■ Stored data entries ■
- - - -
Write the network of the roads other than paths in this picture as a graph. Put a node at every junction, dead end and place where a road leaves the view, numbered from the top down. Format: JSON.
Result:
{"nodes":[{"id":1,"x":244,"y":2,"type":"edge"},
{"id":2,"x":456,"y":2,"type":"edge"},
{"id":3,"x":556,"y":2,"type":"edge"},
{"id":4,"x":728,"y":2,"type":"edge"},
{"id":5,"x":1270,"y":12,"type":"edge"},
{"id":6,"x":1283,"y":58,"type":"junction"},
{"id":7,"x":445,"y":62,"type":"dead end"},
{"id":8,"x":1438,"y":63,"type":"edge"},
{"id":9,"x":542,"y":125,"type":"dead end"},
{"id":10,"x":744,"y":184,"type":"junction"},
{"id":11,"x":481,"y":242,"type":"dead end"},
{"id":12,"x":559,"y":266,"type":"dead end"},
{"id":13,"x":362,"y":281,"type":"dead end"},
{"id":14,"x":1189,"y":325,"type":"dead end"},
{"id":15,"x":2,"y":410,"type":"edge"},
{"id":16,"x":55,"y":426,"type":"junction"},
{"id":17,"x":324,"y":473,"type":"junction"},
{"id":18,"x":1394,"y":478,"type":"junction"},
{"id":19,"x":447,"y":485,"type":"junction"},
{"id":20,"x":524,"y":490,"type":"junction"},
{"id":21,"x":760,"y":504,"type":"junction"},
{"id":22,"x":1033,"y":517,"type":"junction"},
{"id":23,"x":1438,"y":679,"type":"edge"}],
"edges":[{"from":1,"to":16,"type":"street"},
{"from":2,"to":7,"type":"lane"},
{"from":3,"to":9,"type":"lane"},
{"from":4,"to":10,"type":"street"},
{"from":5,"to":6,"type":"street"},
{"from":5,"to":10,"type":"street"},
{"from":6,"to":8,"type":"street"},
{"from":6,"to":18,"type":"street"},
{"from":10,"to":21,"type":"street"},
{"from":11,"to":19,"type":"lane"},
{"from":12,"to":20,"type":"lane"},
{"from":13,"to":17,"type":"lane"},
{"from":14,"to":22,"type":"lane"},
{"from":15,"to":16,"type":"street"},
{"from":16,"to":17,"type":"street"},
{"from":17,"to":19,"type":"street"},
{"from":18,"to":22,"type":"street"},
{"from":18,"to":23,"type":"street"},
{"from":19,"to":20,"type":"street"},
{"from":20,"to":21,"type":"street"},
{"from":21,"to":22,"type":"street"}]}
- - - -
■ INSTRUCTIONS FOR THE TASK ■
Repeat back all entries verbatim.

■ RESPONSE FOR THIS EXERCISE ■
Write the network of the roads other than paths in this picture as a graph. Put a node at every junction, dead end and place where a road leaves the view, numbered from the top down. Format: JSON.
Result:
{"nodes":[{"id":1,"x":244,"y":2,"type":"edge"},
{"id":2,"x":456,"y":2,"type":"edge"},
{"id":3,"x":556,"y":2,"type":"edge"},
{"id":4,"x":728,"y":2,"type":"edge"},
{"id":5,"x":1270,"y":12,"type":"edge"},
{"id":6,"x":1283,"y":58,"type":"junction"},
{"id":7,"x":445,"y":62,"type":"dead end"},
{"id":8,"x":1438,"y":63,"type":"edge"},
{"id":9,"x":542,"y":125,"type":"dead end"},
{"id":10,"x":744,"y":184,"type":"junction"},
{"id":11,"x":481,"y":242,"type":"dead end"},
{"id":12,"x":559,"y":266,"type":"dead end"},
{"id":13,"x":362,"y":281,"type":"dead end"},
{"id":14,"x":1189,"y":325,"type":"dead end"},
{"id":15,"x":2,"y":410,"type":"edge"},
{"id":16,"x":55,"y":426,"type":"junction"},
{"id":17,"x":324,"y":473,"type":"junction"},
{"id":18,"x":1394,"y":478,"type":"junction"},
{"id":19,"x":447,"y":485,"type":"junction"},
{"id":20,"x":524,"y":490,"type":"junction"},
{"id":21,"x":760,"y":504,"type":"junction"},
{"id":22,"x":1033,"y":517,"type":"junction"},
{"id":23,"x":1438,"y":679,"type":"edge"}],
"edges":[{"from":1,"to":16,"type":"street"},
{"from":2,"to":7,"type":"lane"},
{"from":3,"to":9,"type":"lane"},
{"from":4,"to":10,"type":"street"},
{"from":5,"to":6,"type":"street"},
{"from":5,"to":10,"type":"street"},
{"from":6,"to":8,"type":"street"},
{"from":6,"to":18,"type":"street"},
{"from":10,"to":21,"type":"street"},
{"from":11,"to":19,"type":"lane"},
{"from":12,"to":20,"type":"lane"},
{"from":13,"to":17,"type":"lane"},
{"from":14,"to":22,"type":"lane"},
{"from":15,"to":16,"type":"street"},
{"from":16,"to":17,"type":"street"},
{"from":17,"to":19,"type":"street"},
{"from":18,"to":22,"type":"street"},
{"from":18,"to":23,"type":"street"},
{"from":19,"to":20,"type":"street"},
{"from":20,"to":21,"type":"street"},
{"from":21,"to":22,"type":"street"}]}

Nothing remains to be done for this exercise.